References: Cleveland Clinic [3]; Johns Hopkins [4].
Treatment Options
Medical Therapy
- Mineralocorticoid receptor antagonists (MRAs) – first‑line for bilateral hyperplasia:
- Spironolactone (starting 25 mg daily, titrated up to 200 mg)
- Eplerenone (25–50 mg daily, up to 100 mg)
- Potassium supplementation if hypokalemia persists.
- Adjust antihypertensive regimen – calcium channel blockers or β‑blockers can be added while MRAs take effect.
Surgical Therapy
- Laparoscopic adrenalectomy – indicated for unilateral aldosterone‑producing adenoma. Success rates >90 % for curing hypertension or markedly reducing medication burden.
- Post‑operative monitoring of potassium and blood pressure is essential.
Lifestyle / Home Measures
- Low‑sodium diet (≤1,500 mg Na⁺/day) to blunt aldosterone‑mediated sodium retention.
- Potassium‑rich foods (bananas, oranges, leafy greens) if levels are low.
- Regular blood‑pressure self‑monitoring.
- Weight control and regular aerobic exercise.
Prevention
Because primary hyperaldosteronism is largely intrinsic to adrenal pathology, true primary prevention is limited. However, the following measures can reduce the impact and help detect it early:
- Routine blood‑pressure checks—especially if you have resistant hypertension.

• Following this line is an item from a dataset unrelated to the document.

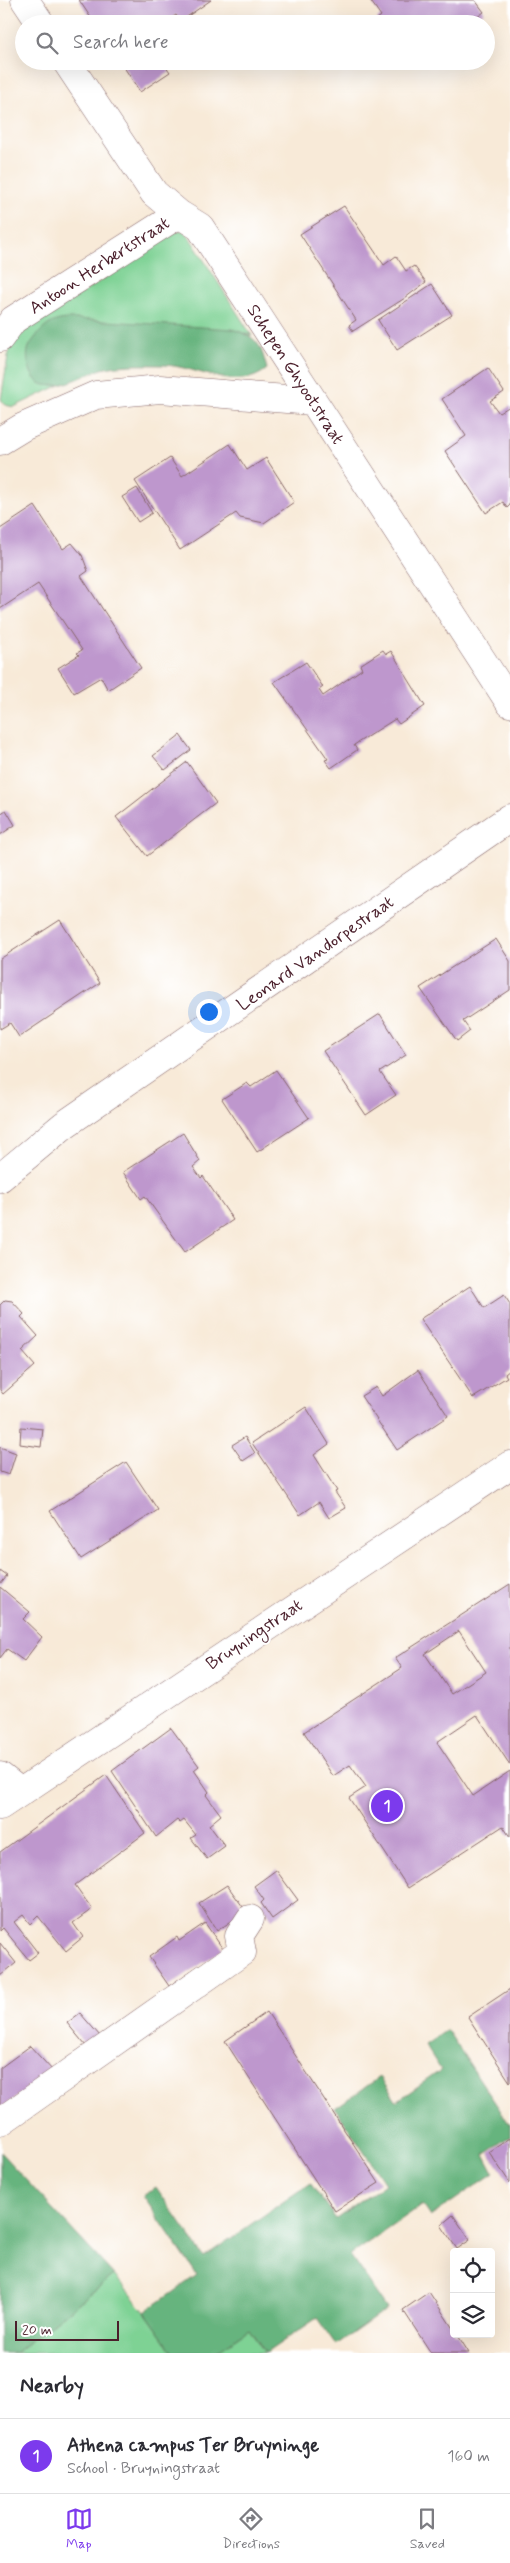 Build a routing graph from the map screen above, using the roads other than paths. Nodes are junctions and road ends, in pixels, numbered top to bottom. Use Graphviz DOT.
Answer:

- Early evaluation of unexplained hypokalemia.
- Limit excessive sodium intake, which can exacerbate hypertension.
- Maintain a healthy weight and active lifestyle to lessen overall cardiovascular risk.
Living With Primary Hyperaldosteronism
- Medication adherence – take MRAs exactly as prescribed; missing doses can cause rapid rise in blood pressure.
- Monitor electrolytes – periodic labs (every 3–6 months) for potassium, sodium, creatinine.
- Blood‑pressure log – record readings twice daily; share trends with your provider.
- Dietary tips
- Read nutrition labels; aim for < 1 g of salt per serving.
- Choose fresh, unprocessed foods over canned or processed products.
- Physical activity – at least 150 minutes of moderate‑intensity aerobic exercise per week, as tolerated.
- Stress management – chronic stress can raise blood pressure; consider yoga, meditation, or counseling.
- Follow‑up schedule – endocrinology or hypertension specialist every 6–12 months, or sooner after medication changes.
When to Seek Emergency Care
If you experience any of the following, call 911 or go to the nearest emergency department:
- Severe, sudden headache or visual changes.
- Chest pain, shortness of breath, or palpitations suggestive of a cardiac event.
- Sudden weakness, numbness, or paralysis (possible severe hypokalemia).
- Blood pressure >180/120 mmHg with symptoms (hypertensive emergency).